Two conventions, with two different pictures of America. Last week we saw a fear-based dystopian portrait of a presidency under Donald Trump. And on the opening night of the Democratic National Convention, a return to hope for the future and America’s children through the words of First Lady Michelle Obama.
“I want someone with the proven strength to persevere, someone who knows this job and takes it seriously,” Obama saifduring her prime-time convention speech rallying for Hillary Clinton after dissent echoed across the floor. “Someone who knows the issues of this job are not black and white and can’t be boiled down to 140 characters.”

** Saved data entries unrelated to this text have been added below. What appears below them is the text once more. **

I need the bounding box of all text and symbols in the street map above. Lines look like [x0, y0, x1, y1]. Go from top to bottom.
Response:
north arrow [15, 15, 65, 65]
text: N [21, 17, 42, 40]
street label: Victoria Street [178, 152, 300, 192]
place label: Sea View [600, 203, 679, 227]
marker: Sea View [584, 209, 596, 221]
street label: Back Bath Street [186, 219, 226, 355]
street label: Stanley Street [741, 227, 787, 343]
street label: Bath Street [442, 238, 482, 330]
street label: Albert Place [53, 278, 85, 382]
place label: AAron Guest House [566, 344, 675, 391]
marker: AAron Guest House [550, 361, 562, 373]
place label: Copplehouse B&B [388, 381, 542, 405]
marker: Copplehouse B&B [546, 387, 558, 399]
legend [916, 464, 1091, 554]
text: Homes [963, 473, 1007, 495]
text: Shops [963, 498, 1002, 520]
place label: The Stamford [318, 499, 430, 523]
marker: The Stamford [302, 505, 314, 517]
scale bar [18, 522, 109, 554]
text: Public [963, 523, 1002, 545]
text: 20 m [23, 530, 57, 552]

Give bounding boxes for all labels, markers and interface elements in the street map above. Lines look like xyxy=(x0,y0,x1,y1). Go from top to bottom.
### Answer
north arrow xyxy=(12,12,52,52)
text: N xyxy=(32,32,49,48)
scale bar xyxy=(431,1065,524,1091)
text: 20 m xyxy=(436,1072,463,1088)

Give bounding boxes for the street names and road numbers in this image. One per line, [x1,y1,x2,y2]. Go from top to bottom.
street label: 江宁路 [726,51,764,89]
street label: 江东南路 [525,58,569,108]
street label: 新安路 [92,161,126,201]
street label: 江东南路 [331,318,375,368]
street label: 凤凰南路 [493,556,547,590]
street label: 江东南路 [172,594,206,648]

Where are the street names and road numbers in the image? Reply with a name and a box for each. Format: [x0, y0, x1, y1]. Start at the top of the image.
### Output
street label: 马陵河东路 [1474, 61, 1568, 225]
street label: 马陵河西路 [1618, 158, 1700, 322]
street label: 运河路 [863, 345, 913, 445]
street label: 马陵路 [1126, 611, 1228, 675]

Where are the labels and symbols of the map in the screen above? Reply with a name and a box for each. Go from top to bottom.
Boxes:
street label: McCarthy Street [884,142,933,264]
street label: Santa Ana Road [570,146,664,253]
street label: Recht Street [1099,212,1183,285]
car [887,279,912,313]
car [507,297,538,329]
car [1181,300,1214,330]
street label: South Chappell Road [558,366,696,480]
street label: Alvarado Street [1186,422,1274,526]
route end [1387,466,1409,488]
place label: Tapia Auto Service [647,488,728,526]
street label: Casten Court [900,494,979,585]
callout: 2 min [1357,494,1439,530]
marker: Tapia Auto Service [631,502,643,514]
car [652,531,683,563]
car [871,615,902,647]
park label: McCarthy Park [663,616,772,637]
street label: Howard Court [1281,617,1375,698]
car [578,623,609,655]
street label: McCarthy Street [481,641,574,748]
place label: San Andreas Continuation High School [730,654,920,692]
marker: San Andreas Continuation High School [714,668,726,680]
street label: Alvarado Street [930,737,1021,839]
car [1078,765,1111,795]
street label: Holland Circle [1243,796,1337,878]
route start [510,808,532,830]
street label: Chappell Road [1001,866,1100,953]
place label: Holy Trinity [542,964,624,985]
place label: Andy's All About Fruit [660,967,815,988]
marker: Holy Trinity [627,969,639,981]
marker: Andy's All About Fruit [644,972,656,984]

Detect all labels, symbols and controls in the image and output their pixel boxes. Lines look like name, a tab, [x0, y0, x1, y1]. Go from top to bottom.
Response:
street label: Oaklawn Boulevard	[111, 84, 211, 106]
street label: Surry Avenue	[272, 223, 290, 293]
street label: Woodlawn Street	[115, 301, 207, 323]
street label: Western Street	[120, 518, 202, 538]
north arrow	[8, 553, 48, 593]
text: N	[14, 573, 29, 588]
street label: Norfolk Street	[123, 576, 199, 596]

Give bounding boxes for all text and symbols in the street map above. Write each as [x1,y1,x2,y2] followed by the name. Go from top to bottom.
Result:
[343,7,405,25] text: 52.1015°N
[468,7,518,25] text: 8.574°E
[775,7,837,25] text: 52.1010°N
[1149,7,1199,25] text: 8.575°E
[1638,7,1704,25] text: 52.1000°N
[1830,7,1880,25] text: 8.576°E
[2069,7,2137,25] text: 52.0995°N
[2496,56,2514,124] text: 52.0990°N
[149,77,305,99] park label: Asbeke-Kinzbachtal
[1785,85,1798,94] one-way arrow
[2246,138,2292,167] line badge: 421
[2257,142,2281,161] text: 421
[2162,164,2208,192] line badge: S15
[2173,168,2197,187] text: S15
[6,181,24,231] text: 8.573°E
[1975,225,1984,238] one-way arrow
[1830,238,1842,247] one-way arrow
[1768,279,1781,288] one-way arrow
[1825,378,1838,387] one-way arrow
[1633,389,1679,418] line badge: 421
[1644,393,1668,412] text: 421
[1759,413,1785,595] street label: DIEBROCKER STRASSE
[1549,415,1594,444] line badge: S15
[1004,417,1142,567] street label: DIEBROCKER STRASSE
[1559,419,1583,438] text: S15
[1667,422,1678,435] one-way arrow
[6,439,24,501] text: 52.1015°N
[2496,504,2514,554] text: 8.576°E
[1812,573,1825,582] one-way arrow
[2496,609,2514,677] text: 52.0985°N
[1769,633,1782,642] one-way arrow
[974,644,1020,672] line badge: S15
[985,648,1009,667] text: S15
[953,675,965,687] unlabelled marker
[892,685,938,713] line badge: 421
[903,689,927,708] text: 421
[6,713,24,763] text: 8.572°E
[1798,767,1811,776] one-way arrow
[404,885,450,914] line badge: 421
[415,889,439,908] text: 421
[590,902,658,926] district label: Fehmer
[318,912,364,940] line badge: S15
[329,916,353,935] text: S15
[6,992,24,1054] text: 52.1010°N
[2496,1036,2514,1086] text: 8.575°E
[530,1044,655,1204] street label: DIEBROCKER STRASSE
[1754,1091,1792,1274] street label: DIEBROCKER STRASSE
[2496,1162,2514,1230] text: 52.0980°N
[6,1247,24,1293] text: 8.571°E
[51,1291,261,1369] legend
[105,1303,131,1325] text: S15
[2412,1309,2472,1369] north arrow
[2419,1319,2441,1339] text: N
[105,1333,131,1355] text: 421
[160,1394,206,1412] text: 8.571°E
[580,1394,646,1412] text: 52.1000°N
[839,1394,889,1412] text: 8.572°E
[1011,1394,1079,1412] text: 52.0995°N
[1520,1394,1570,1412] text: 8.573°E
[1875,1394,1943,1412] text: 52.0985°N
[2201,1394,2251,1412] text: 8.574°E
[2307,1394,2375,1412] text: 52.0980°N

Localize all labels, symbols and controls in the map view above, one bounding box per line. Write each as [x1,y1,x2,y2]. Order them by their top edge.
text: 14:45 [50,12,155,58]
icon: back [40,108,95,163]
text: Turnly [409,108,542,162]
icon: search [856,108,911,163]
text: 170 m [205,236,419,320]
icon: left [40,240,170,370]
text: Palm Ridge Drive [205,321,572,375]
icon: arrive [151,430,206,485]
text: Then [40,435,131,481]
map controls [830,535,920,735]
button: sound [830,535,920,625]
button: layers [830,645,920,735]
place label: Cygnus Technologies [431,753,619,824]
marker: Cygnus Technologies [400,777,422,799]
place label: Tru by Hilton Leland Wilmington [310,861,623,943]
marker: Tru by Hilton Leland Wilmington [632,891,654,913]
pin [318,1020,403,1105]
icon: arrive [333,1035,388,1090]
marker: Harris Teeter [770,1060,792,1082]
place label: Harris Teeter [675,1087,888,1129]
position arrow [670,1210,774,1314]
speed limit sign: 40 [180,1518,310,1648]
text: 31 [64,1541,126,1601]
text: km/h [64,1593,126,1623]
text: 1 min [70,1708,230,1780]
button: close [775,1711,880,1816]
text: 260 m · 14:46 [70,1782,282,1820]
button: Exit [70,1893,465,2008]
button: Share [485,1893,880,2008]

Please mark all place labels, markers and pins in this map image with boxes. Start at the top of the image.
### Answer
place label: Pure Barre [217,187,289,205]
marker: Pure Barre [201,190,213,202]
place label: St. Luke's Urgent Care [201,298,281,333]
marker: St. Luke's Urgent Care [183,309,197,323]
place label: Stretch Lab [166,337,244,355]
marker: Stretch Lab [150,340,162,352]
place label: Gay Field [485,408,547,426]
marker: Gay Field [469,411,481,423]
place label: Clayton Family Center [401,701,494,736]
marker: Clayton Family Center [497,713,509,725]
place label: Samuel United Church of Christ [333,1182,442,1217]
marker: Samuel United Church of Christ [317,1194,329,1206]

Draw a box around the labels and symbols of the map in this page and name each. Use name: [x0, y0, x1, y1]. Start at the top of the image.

Her nearly 15-minute speech (watch below) focused on the type of America she wants to see her children, Sasha and Malia, and the rest of America’s children inherit. She included some expert-level shade thrown at the Republicans and their nominee for good measure. “Protecting the children” is frequently a GOP justification for passing laws that discriminate against LGBT people (House Bill 2, anyone?). But where last week’s Republican “protection” looked like xenophobia and a state of increased policing, the rhetoric this week had a more empowering, optimistic focus.
“I want a leader who is worthy of that truth. A leader who is worthy of my girls’ promise and all of our kids' promise,” said Obama, who dedicated her time as first lady to many initiatives supporting America’s youth, including pushing for healthier school lunches and exercise, as well as championing education. “A leader that will be guided every day by the love and hope and impossibly big dreams that we all have for our children.”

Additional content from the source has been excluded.